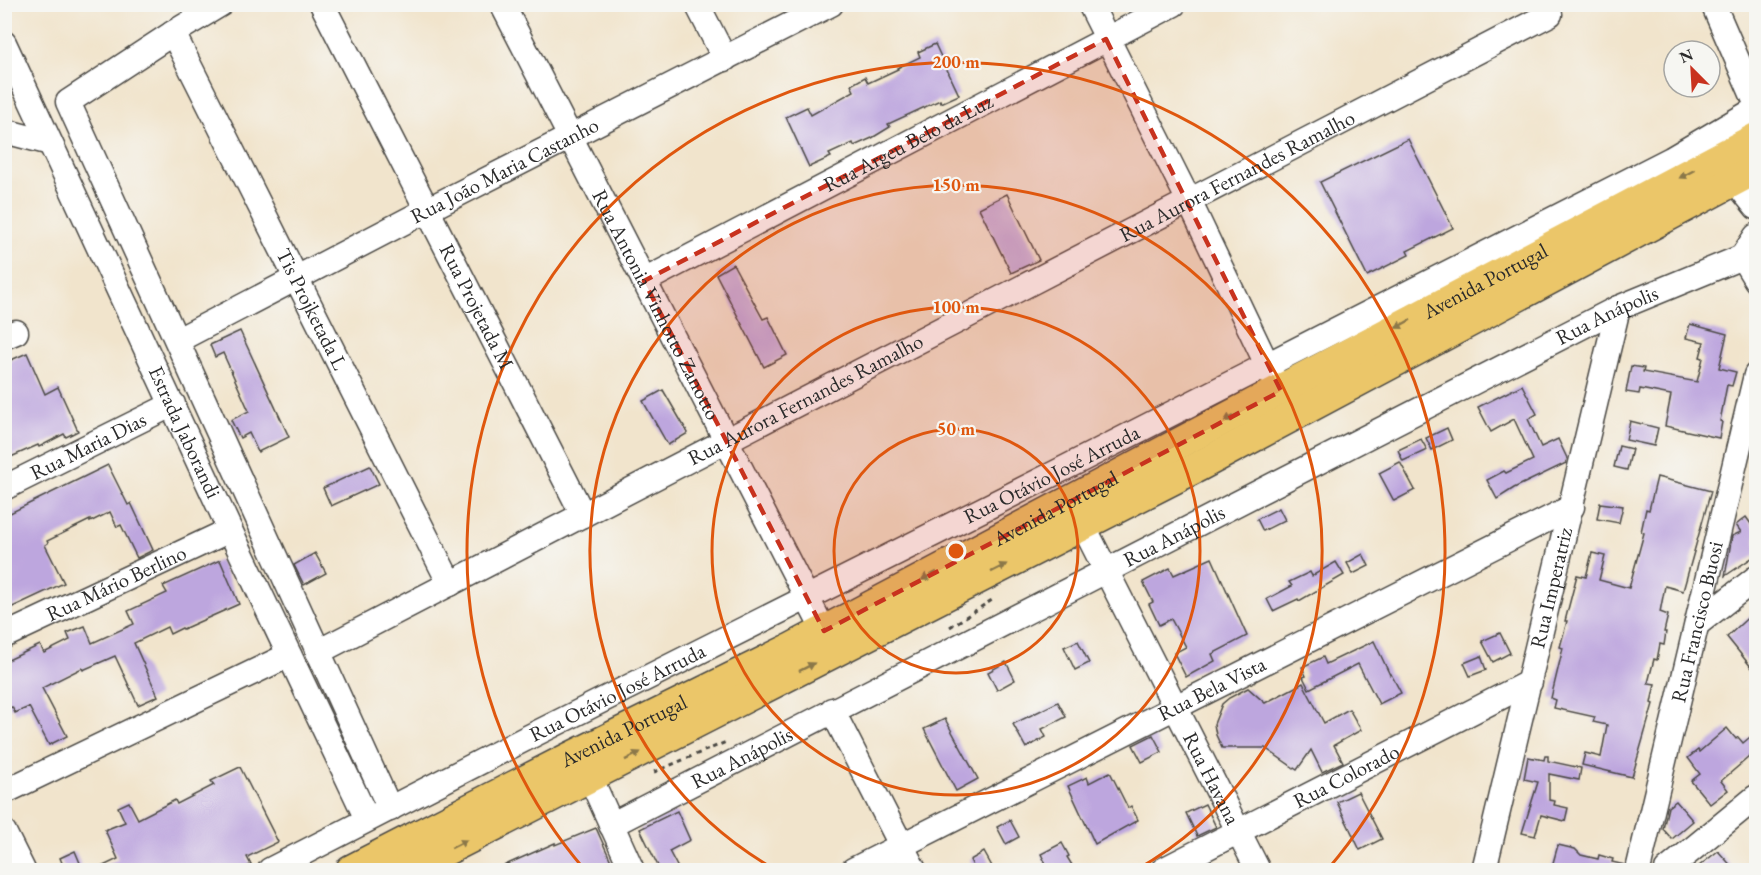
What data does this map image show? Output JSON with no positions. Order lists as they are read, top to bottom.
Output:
{
  "streets": {
    "main road": ["Avenida Portugal"],
    "street": [
      "Rua Argeu Belo da Luz",
      "Rua João Maria Castanho",
      "Rua Aurora Fernandes Ramalho",
      "Rua Antonia Vinhotto Zanotto",
      "Tis Projketada L",
      "Rua Projetada M",
      "Rua Anápolis",
      "Estrada Jaborandi",
      "Rua Maria Dias",
      "Rua Otávio José Arruda",
      "Rua Mário Berlino",
      "Rua Imperatriz",
      "Rua Francisco Buosi",
      "Rua Bela Vista",
      "Rua Colorado",
      "Rua Havana"
    ]
  },
  "crossings": [
    ["Rua Argeu Belo da Luz", "Rua Antonia Vinhotto Zanotto"],
    ["Rua João Maria Castanho", "Rua Antonia Vinhotto Zanotto"],
    ["Rua João Maria Castanho", "Tis Projketada L"],
    ["Rua João Maria Castanho", "Rua Projetada M"],
    ["Rua Aurora Fernandes Ramalho", "Rua Antonia Vinhotto Zanotto"],
    ["Rua Aurora Fernandes Ramalho", "Tis Projketada L"],
    ["Rua Aurora Fernandes Ramalho", "Rua Projetada M"],
    ["Avenida Portugal", "Rua Antonia Vinhotto Zanotto"],
    ["Avenida Portugal", "Rua Havana"],
    ["Rua Antonia Vinhotto Zanotto", "Rua Otávio José Arruda"],
    ["Rua Anápolis", "Rua Imperatriz"],
    ["Rua Anápolis", "Rua Havana"],
    ["Estrada Jaborandi", "Rua Maria Dias"],
    ["Estrada Jaborandi", "Rua Otávio José Arruda"],
    ["Estrada Jaborandi", "Rua Mário Berlino"],
    ["Rua Imperatriz", "Rua Bela Vista"],
    ["Rua Imperatriz", "Rua Colorado"],
    ["Rua Bela Vista", "Rua Havana"],
    ["Rua Colorado", "Rua Havana"]
  ],
  "north": "top left",
  "rings": [
    "200 m",
    "150 m",
    "100 m",
    "50 m"
  ]
}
- - - -
● **EXERCISE INSTRUCTIONS**: Without including any picture, set down the listing above exactly as it appears.

● **PROBLEM SOLUTION**:
What data does this map image show? Output JSON with no positions. Order lists as they are read, top to bottom.
Output:
{
  "streets": {
    "main road": ["Avenida Portugal"],
    "street": [
      "Rua Argeu Belo da Luz",
      "Rua João Maria Castanho",
      "Rua Aurora Fernandes Ramalho",
      "Rua Antonia Vinhotto Zanotto",
      "Tis Projketada L",
      "Rua Projetada M",
      "Rua Anápolis",
      "Estrada Jaborandi",
      "Rua Maria Dias",
      "Rua Otávio José Arruda",
      "Rua Mário Berlino",
      "Rua Imperatriz",
      "Rua Francisco Buosi",
      "Rua Bela Vista",
      "Rua Colorado",
      "Rua Havana"
    ]
  },
  "crossings": [
    ["Rua Argeu Belo da Luz", "Rua Antonia Vinhotto Zanotto"],
    ["Rua João Maria Castanho", "Rua Antonia Vinhotto Zanotto"],
    ["Rua João Maria Castanho", "Tis Projketada L"],
    ["Rua João Maria Castanho", "Rua Projetada M"],
    ["Rua Aurora Fernandes Ramalho", "Rua Antonia Vinhotto Zanotto"],
    ["Rua Aurora Fernandes Ramalho", "Tis Projketada L"],
    ["Rua Aurora Fernandes Ramalho", "Rua Projetada M"],
    ["Avenida Portugal", "Rua Antonia Vinhotto Zanotto"],
    ["Avenida Portugal", "Rua Havana"],
    ["Rua Antonia Vinhotto Zanotto", "Rua Otávio José Arruda"],
    ["Rua Anápolis", "Rua Imperatriz"],
    ["Rua Anápolis", "Rua Havana"],
    ["Estrada Jaborandi", "Rua Maria Dias"],
    ["Estrada Jaborandi", "Rua Otávio José Arruda"],
    ["Estrada Jaborandi", "Rua Mário Berlino"],
    ["Rua Imperatriz", "Rua Bela Vista"],
    ["Rua Imperatriz", "Rua Colorado"],
    ["Rua Bela Vista", "Rua Havana"],
    ["Rua Colorado", "Rua Havana"]
  ],
  "north": "top left",
  "rings": [
    "200 m",
    "150 m",
    "100 m",
    "50 m"
  ]
}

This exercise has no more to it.